The young and the restless and the innovative

Talk shop: Youths say they want less talk and more action
Talk shop: Youths say they want less talk and more action

In most nations, the youth constitute the majority of the population. But just how well appreciated is the young person’s role and contribution in shaping their country’s future? When Finance and Development Planning Minister Kenneth Matambo presented his budget to the nation this week, a greatly interested segment of the population was the youth. Did Matambo meet the expectations of this restless, resourceful and innovative group? Correspondent NNASARETHA KGAMANYANE spoke to young Batswana to hear their views on the budget and youth.

The budget failed to address pertinent issues affecting the youth of this country, says Thamani Modie, a construction company owner.

“Specifically it failed to offer tangible employment opportunities for graduates who have been roaming the streets jobless for years,” he says.

His view is that planned projects in construction for this financial year will absorb very few of the unemployed young people.


He adds: “The mention of a 30 percent ministerial budget reserved for the youth without deliberate projects and programmes aimed at employing them will only serve to distress the already hopeless and dejected young people of this country”.

Modie believes the Ipelegeng programme, formerly a drought relief government initiative, is a mockery of the skills possessed by many young people.

“We have skilled youth who for the first time in the history of this country find the Ipelegeng programme well paying and have joined it to earn a salary,” he says, tongue-in-cheek.

His sarcasm is calculated. 

Ipelegeng beneficiaries earn P500 per month and are hired on a rotational basis.

He continues: “There is nothing more painful than having gone to school for donkey years, with all these expectations and then staying jobless for years with no prospect of employment”. Modie is not amused at the amount of time and space minister Matambo allotted youth. “The minister failed the youth. You cannot have one small and vague paragraph devoted to such a crucial issue as unemployment.  It simple shows lack of commitment and seriousness on the part of the minister. By failing the youth he failed the country, and tragically for that matter,” he says.

Modie adds: “What we need from the minister is the number of permanent jobs that will be created for the youth this year, not theories. As it is, this budget says nothing of those who have remained jobless since graduation”.
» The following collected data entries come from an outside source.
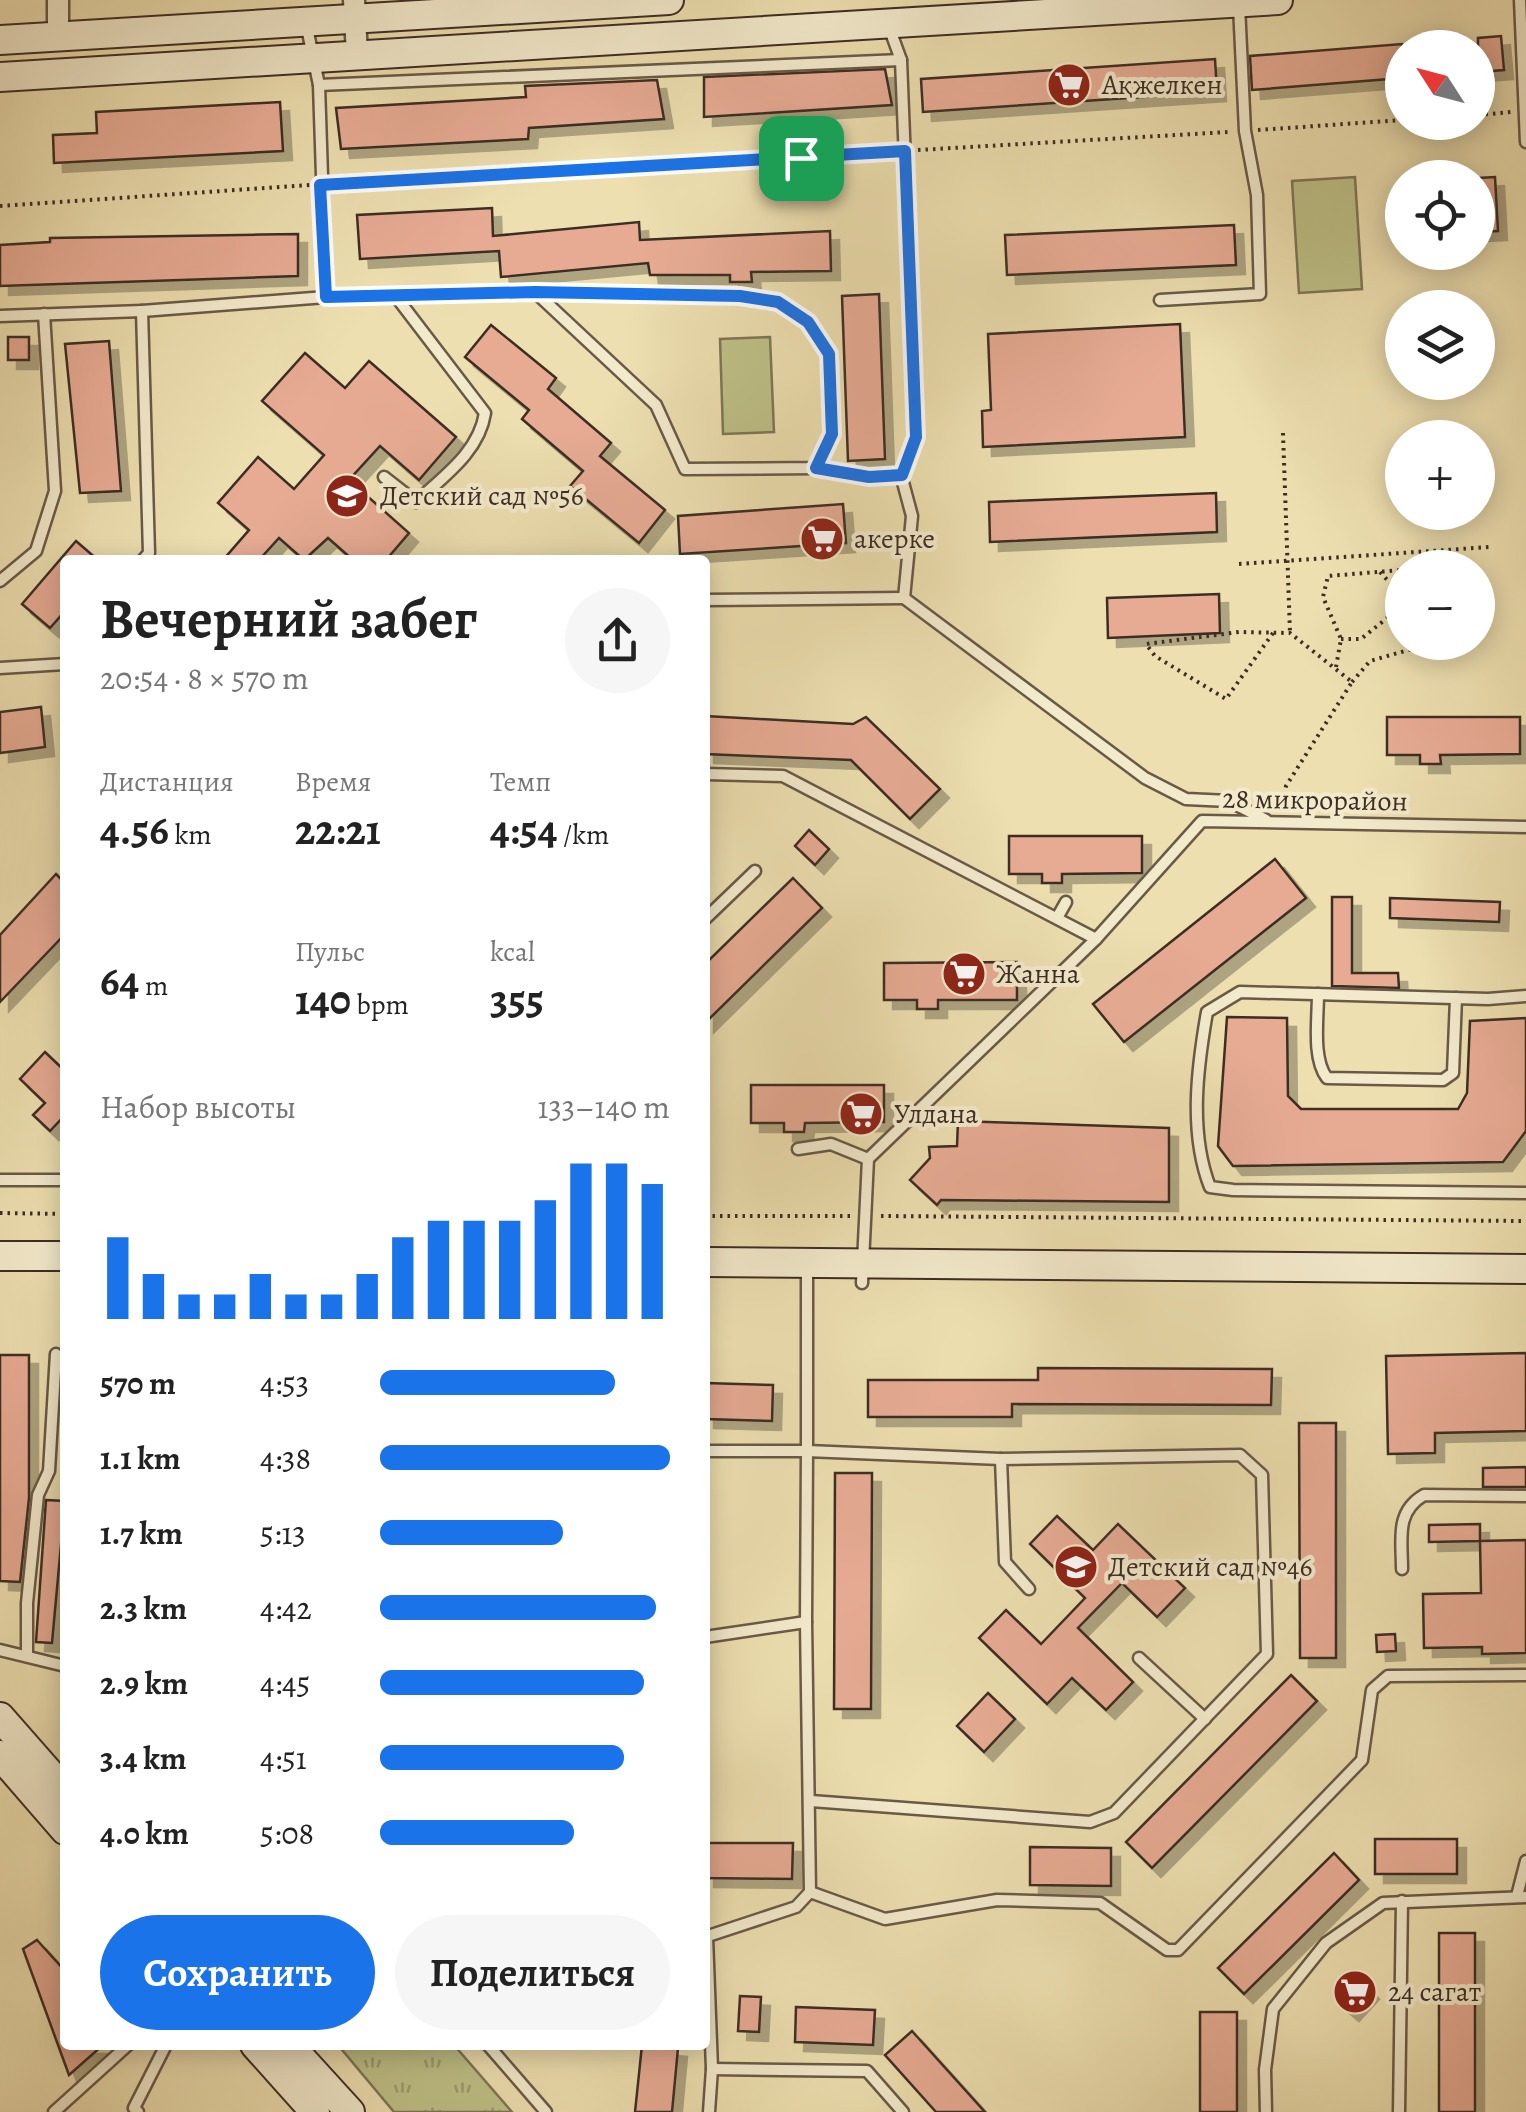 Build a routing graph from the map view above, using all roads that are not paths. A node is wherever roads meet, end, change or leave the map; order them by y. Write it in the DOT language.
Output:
graph roads {
  1 [pos="58,0"];
  2 [pos="668,0"];
  3 [pos="1278,0"];
  4 [pos="1520,0"];
  5 [pos="1238,2"];
  6 [pos="1065,6"];
  7 [pos="355,10"];
  8 [pos="306,22"];
  9 [pos="889,26"];
  10 [pos="58,38"];
  11 [pos="668,38"];
  12 [pos="0,40"];
  13 [pos="357,54"];
  14 [pos="310,57"];
  15 [pos="901,60"];
  16 [pos="0,77"];
  17 [pos="319,85"];
  18 [pos="1524,112"];
  19 [pos="1526,142"];
  20 [pos="535,292"];
  21 [pos="394,294"];
  22 [pos="326,297"];
  23 [pos="1160,300"];
  24 [pos="142,312"];
  25 [pos="44,314"];
  26 [pos="0,316"];
  27 [pos="816,468"];
  28 [pos="902,475"];
  29 [pos="384,477"];
  30 [pos="147,555"];
  31 [pos="0,581"];
  32 [pos="904,598"];
  33 [pos="710,600"];
  34 [pos="60,656"];
  35 [pos="60,664"];
  36 [pos="52,665"];
  37 [pos="0,668"];
  38 [pos="710,774"];
  39 [pos="1272,820"];
  40 [pos="1526,827"];
  41 [pos="755,870"];
  42 [pos="1066,902"];
  43 [pos="710,913"];
  44 [pos="1056,918"];
  45 [pos="1096,938"];
  46 [pos="1318,994"];
  47 [pos="1526,996"];
  48 [pos="1456,998"];
  49 [pos="798,1150"];
  50 [pos="868,1158"];
  51 [pos="0,1180"];
  52 [pos="60,1180"];
  53 [pos="1526,1193"];
  54 [pos="0,1256"];
  55 [pos="60,1256"];
  56 [pos="710,1262"];
  57 [pos="807,1263"];
  58 [pos="1526,1269"];
  59 [pos="863,1273"];
  60 [pos="56,1354"];
  61 [pos="710,1451"];
  62 [pos="807,1452"];
  63 [pos="1001,1459"];
  64 [pos="1526,1496"];
  65 [pos="1402,1568"];
  66 [pos="1029,1589"];
  67 [pos="806,1622"];
  68 [pos="710,1637"];
  69 [pos="0,1650"];
  70 [pos="27,1656"];
  71 [pos="1140,1658"];
  72 [pos="60,1665"];
  73 [pos="1526,1676"];
  74 [pos="0,1717"];
  75 [pos="1204,1719"];
  76 [pos="0,1755"];
  77 [pos="60,1785"];
  78 [pos="811,1801"];
  79 [pos="60,1824"];
  80 [pos="1526,1861"];
  81 [pos="810,1892"];
  82 [pos="1522,1896"];
  83 [pos="1402,1901"];
  84 [pos="710,1936"];
  85 [pos="710,2025"];
  86 [pos="122,2050"];
  87 [pos="163,2050"];
  88 [pos="259,2050"];
  89 [pos="294,2050"];
  90 [pos="492,2050"];
  91 [pos="712,2069"];
  92 [pos="54,2112"];
  93 [pos="138,2112"];
  94 [pos="315,2112"];
  95 [pos="350,2112"];
  96 [pos="546,2112"];
  97 [pos="709,2112"];
  98 [pos="903,2112"];
  99 [pos="1266,2112"];
  100 [pos="1399,2112"];
  1 -- 10 [label="street"];
  2 -- 7 [label="main road"];
  2 -- 11 [label="street"];
  3 -- 5 [label="main road"];
  4 -- 18 [label="lane"];
  5 -- 6 [label="main road"];
  5 -- 23 [label="lane"];
  6 -- 9 [label="main road"];
  7 -- 8 [label="main road"];
  7 -- 13 [label="street"];
  8 -- 10 [label="main road"];
  8 -- 14 [label="lane"];
  9 -- 11 [label="main road"];
  9 -- 15 [label="lane"];
  10 -- 12 [label="main road"];
  11 -- 13 [label="main road"];
  13 -- 14 [label="main road"];
  14 -- 16 [label="main road"];
  14 -- 17 [label="lane"];
  15 -- 17 [label="lane"];
  15 -- 28 [label="lane"];
  17 -- 22 [label="lane"];
  18 -- 19 [label="lane"];
  20 -- 21 [label="lane"];
  20 -- 27 [label="lane"];
  20 -- 27 [label="lane"];
  21 -- 22 [label="lane"];
  21 -- 29 [label="lane"];
  22 -- 24 [label="lane"];
  24 -- 25 [label="lane"];
  24 -- 30 [label="lane"];
  25 -- 26 [label="lane"];
  25 -- 31 [label="lane"];
  27 -- 28 [label="lane"];
  28 -- 32 [label="lane"];
  32 -- 33 [label="lane"];
  32 -- 39 [label="lane"];
  34 -- 36 [label="lane"];
  35 -- 36 [label="lane"];
  36 -- 37 [label="lane"];
  38 -- 44 [label="lane"];
  39 -- 40 [label="lane, 28 микрорайон"];
  39 -- 45 [label="lane, 28 микрорайон"];
  41 -- 43 [label="lane"];
  42 -- 44 [label="lane"];
  44 -- 45 [label="lane"];
  45 -- 50 [label="lane, 28 микрорайон"];
  46 -- 48 [label="lane"];
  46 -- 48 [label="lane"];
  46 -- 53 [label="lane"];
  47 -- 48 [label="lane"];
  49 -- 50 [label="lane"];
  50 -- 59 [label="lane"];
  51 -- 52 [label="lane"];
  54 -- 55 [label="main road"];
  56 -- 57 [label="main road"];
  57 -- 59 [label="main road"];
  57 -- 62 [label="lane"];
  58 -- 59 [label="main road"];
  60 -- 70 [label="lane"];
  61 -- 62 [label="lane"];
  62 -- 63 [label="lane"];
  62 -- 67 [label="lane"];
  63 -- 66 [label="lane"];
  63 -- 75 [label="lane"];
  64 -- 65 [label="lane"];
  67 -- 68 [label="lane"];
  67 -- 78 [label="lane"];
  69 -- 70 [label="lane"];
  70 -- 72 [label="lane"];
  71 -- 75 [label="lane"];
  73 -- 81 [label="lane"];
  74 -- 77 [label="main road"];
  75 -- 78 [label="lane"];
  76 -- 79 [label="main road"];
  78 -- 81 [label="lane"];
  80 -- 82 [label="lane"];
  81 -- 84 [label="lane"];
  82 -- 83 [label="lane"];
  83 -- 99 [label="lane"];
  83 -- 100 [label="lane"];
  85 -- 91 [label="lane"];
  86 -- 92 [label="lane"];
  87 -- 93 [label="lane"];
  88 -- 94 [label="main road"];
  89 -- 95 [label="main road"];
  90 -- 96 [label="lane"];
  91 -- 97 [label="lane"];
  91 -- 98 [label="lane"];
}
Modie says government must realise that its failure to create jobs for youth has led to high crime rates.

“Surely we need to do things differently if we are to achieve any meaningful solutions to the problems facing our youth,” he says.

Thomamo Kakua shares his frustration.

His major gripe is government’s failure to appreciate sports and recreation as important aspects of nation-building. Kakua argues: “This is one sector that can be used to empower our youth even from a tender age. We have failed to utilise our so-called ‘peace and stability’”.  Establishing a well-equipped sports academy seems to be difficult for our government, he says.
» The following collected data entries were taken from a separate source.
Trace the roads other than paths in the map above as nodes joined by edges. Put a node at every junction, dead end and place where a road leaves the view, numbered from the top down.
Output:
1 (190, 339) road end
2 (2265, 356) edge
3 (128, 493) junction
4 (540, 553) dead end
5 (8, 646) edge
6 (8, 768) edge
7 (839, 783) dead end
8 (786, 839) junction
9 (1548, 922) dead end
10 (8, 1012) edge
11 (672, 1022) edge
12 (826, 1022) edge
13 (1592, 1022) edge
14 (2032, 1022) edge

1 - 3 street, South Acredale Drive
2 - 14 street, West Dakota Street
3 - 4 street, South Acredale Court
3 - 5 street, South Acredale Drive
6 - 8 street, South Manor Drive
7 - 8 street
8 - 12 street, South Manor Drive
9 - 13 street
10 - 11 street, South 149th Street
The question, he says, is do we have the right people for ministers [who can] research and facilitate such projects?

He believes such projects can go a long way in creating employment for young people. In fact, he believes there are many other ways of creating employment for them. “Recognising and developing other indigenous languages can also create employment as more teachers would be employed,” Kakua says.

As more people use their mother languages, those who want to further the propagation of those languages will create jobs.
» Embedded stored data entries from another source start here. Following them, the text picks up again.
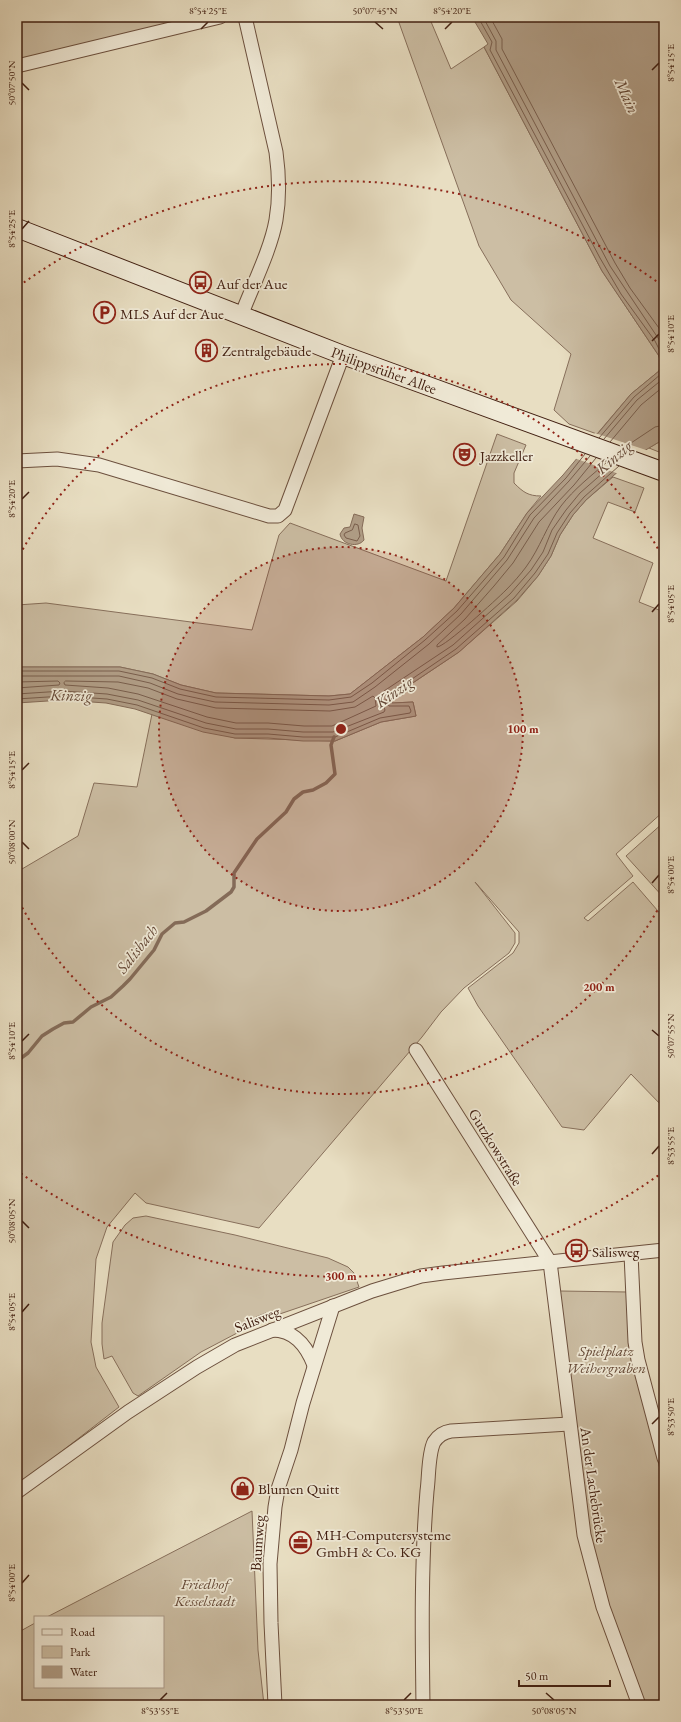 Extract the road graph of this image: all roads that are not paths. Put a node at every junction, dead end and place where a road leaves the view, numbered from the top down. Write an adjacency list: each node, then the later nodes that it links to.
1 (220, 17): 3 (street)
2 (245, 17): 5 (street)
3 (17, 66)
4 (17, 228): 5 (main road, Philippsruher Allee)
5 (241, 316): 6 (main road, Philippsruher Allee)
6 (343, 355): 7 (street); 8 (main road, Philippsruher Allee)
7 (17, 461)
8 (658, 469)
9 (416, 1050): 12 (street, Gutzkowstraße)
10 (664, 1250): 11 (street, Salisweg)
11 (631, 1254): 12 (street, Salisweg); 17 (street)
12 (550, 1262): 13 (street, Salisweg); 16 (street, An der Lachebrücke)
13 (333, 1306): 14 (street, Salisweg); 15 (street, Baumweg)
14 (270, 1330): 15 (street); 18 (street, Salisweg)
15 (314, 1365): 19 (street, Baumweg)
16 (569, 1424): 20 (street); 21 (street, An der Lachebrücke)
17 (664, 1458)
18 (17, 1492)
19 (275, 1705)
20 (423, 1705)
21 (639, 1705)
“We can expect radio stations and newspapers in those languages, and that means more employment opportunities,” he says. Oarabile Basiame of Mathangwane Train Association, a youth empowerment organisation, is equally disappointed with the budget.

“We had expected that issues of the youth would stand out and be elaborated upon,” he says.

Like Modie, he believes there is no point having thousands of graduates if they are going to roam the streets. He says: “We expected the government to tell us what it does or intends to do to address the matter.

When Tirelo Sechaba was re-introduced, as youth we believed it was not a solution. We expected the minister to explain how it has benefited the youth, and he failed in that regard”.

Basiame says the government should explain how it plans to create sustainable employment for the youth.

Furthermore government should support young business people by buying services from them.  “We also expected the government to change Youth Fund requirements so that more young people can qualify for assistance, but the minister failed to address issues around this major government initiative,” he says.

Director of Botswana National Youth Council, Benjamin Raletsatsi however differs.  “Just like a parent the budget is focusing on basic needs of Batswana, including the youth. It is important for government to look after our general well-being, not to entice Batswana with wants,” he says.

Raletsatsi believes the budget addresses all pertinent issues around labour and employment. “Inclusive growth is all we want to see, but we must accept that the government cannot absorb all the unemployed.  That is where the private sector comes in,” he adds.

Raletsatsi says it is upsetting that some Batswana would rather question success than celebrate it, adding that the nation needed to appreciate what the government was doing.

However, he agreed the budget should have dedicated more space and time to sports and recreation.

“Let drivers of sport such as Nigel Amos and Amantle Montsho be recognised. They have put our country on the map and have helped attract tourists,” he says.